Helmed by Lucio Fulci, "Zombie" (1979) or “Zombie Flesh Eaters” is also known as “Zombi 2” in several countries because producers wanted to capitalize on the success of “Dawn of the Dead” from the year before, which was known as “Zombi” in Italy and other lands. With such a title, it’s implied to be an (unofficial) sequel to “Dawn” but, in reality, it’s a prequel (not to mention a prequel to “Night of the Living Dead”).

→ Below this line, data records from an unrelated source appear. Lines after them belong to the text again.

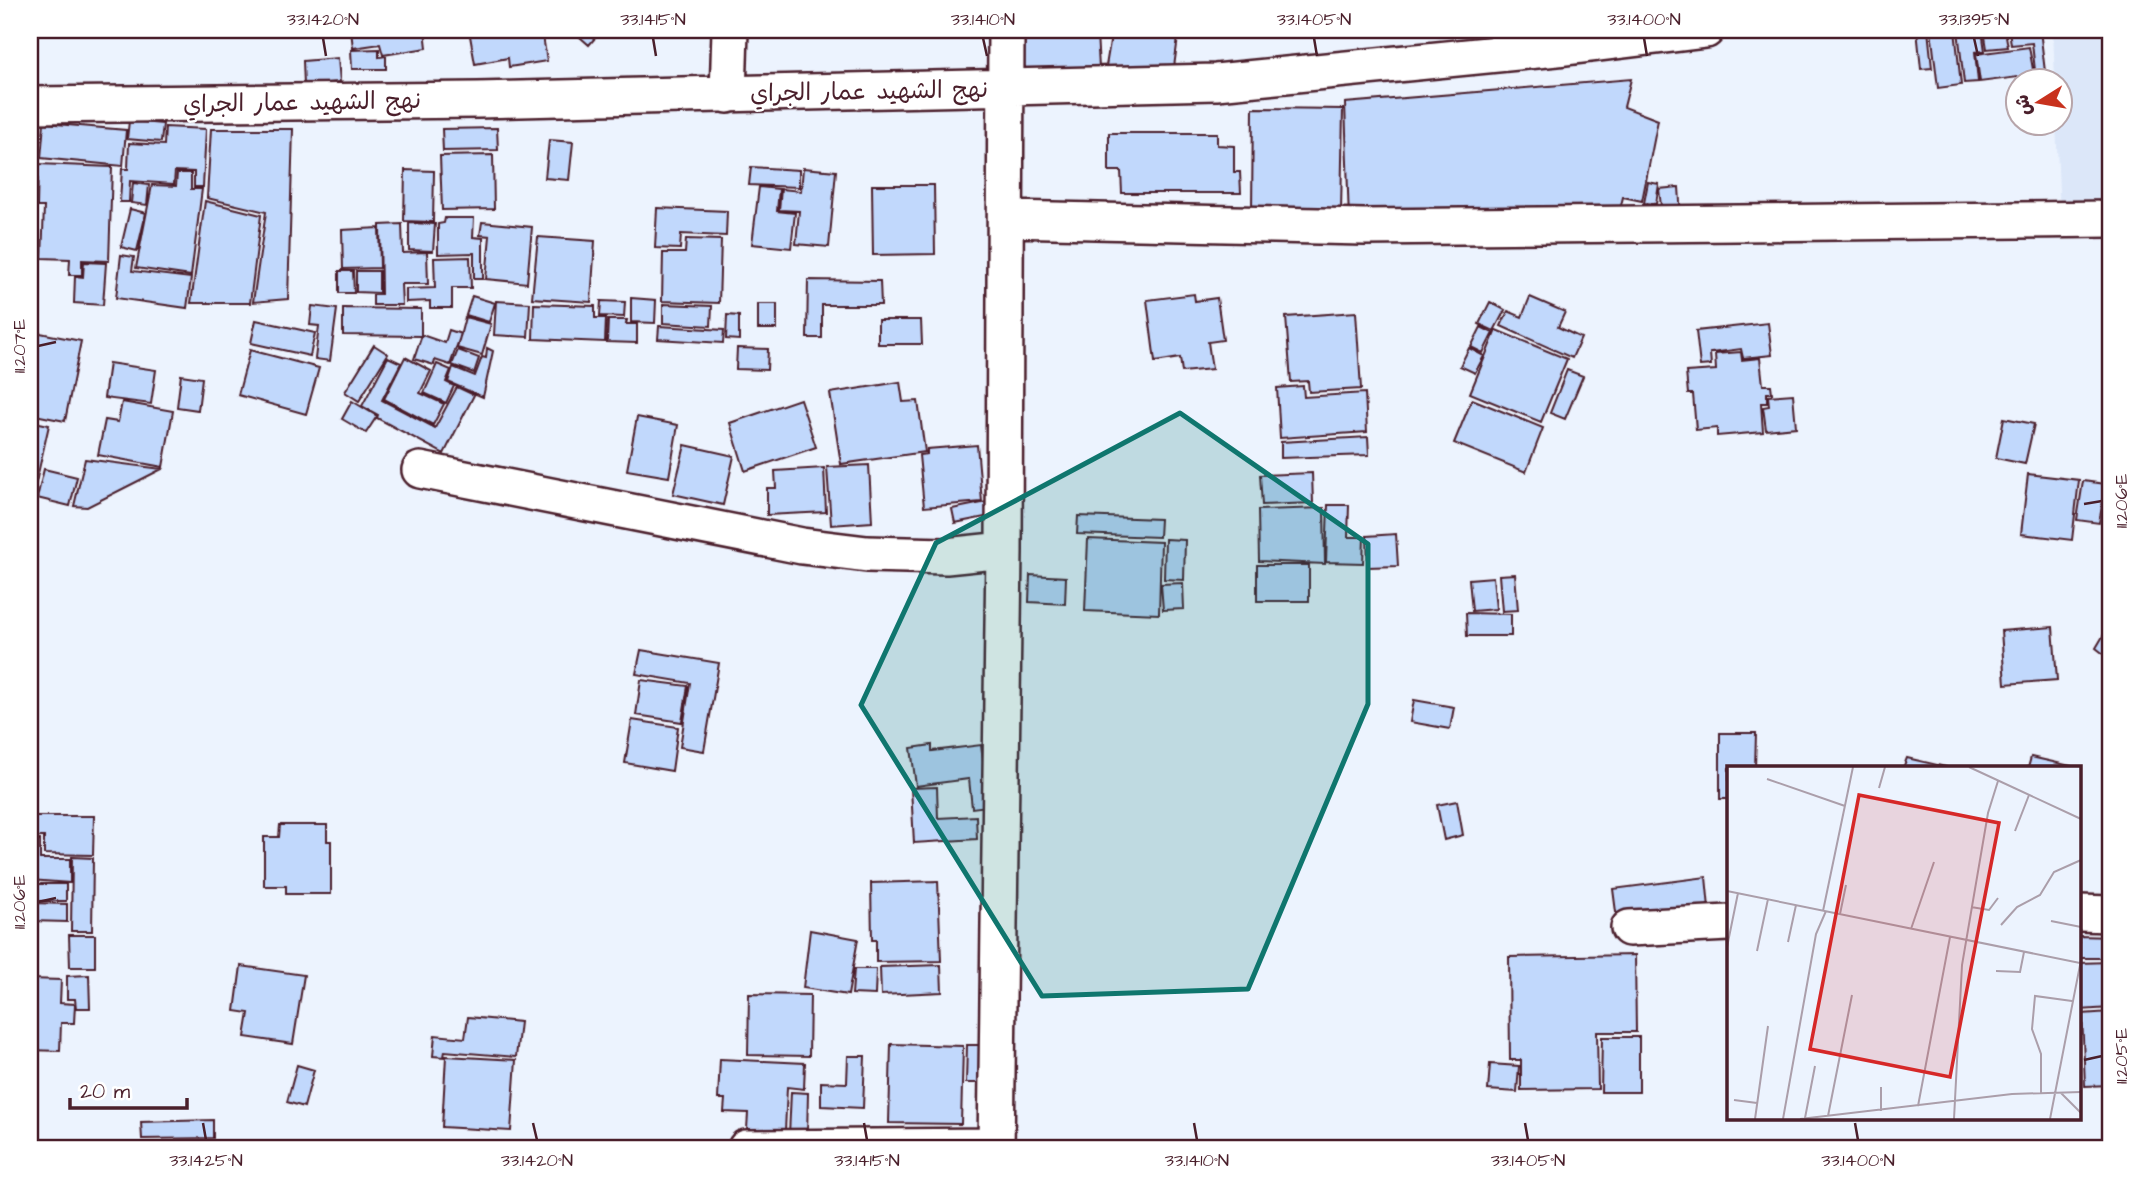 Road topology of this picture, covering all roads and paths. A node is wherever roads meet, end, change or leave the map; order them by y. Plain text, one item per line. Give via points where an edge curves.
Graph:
1 (730, 30) edge
2 (1006, 30) edge
3 (1706, 30) edge
4 (1004, 88) junction
5 (728, 95) junction
6 (30, 104) edge
7 (1006, 219) junction
8 (2110, 219) edge
9 (420, 471) dead end
10 (1004, 551) junction
11 (2080, 913) edge
12 (2110, 914) edge
13 (1727, 923) edge
14 (1629, 928) dead end
15 (746, 1148) edge
16 (996, 1148) edge

1 - 5 street
2 - 4 street
3 - 4 street, نهج الشهيد عمار الجراي via 1216,82
4 - 5 street, نهج الشهيد عمار الجراي
4 - 7 street
5 - 6 street, نهج الشهيد عمار الجراي
7 - 8 street via 1364,227
7 - 10 street
9 - 10 street via 803,546 867,554 946,556
10 - 16 street
11 - 12 street
13 - 14 street
15 - 16 street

The script was actually written before “Dawn” came out as an adventure/thriller taking place in the Caribbean with no connection to Romero's films. The bookend New York scenes were added later to cash-in on “Dawn.” Dardano Sacchetti based his script on classic zombie flicks with the intention of bringing the genre back to its Caribbean & Voodoo roots.

Although the story isn’t as compelling as in “Dawn” (or “Night”) and the characters aren’t as memorable, the zombies have better make-up and are thoroughly gruesome. It’s basically “Night of the Living Dead” with the milieu of “The Deep” and the enhancement of full color. Unfortunately, the dubbing is lousy, which is to be expected with Italian films of that era.

Whilst the eye poke scene strikes me as juvenile and dumb, it is well-done and horrific, which fits the genre. Beyond that, there are several highlights, such as the creative tiger shark sequence, the air of life-or-death adventure and the suspenseful stand-off at the climax, as well as the ominous epilogue.

It runs 1 hour, 31 minutes, and was shot in New York City, Santo Domingo, Dominican Republic, and Latina, Italy, which is 45 miles south of Rome.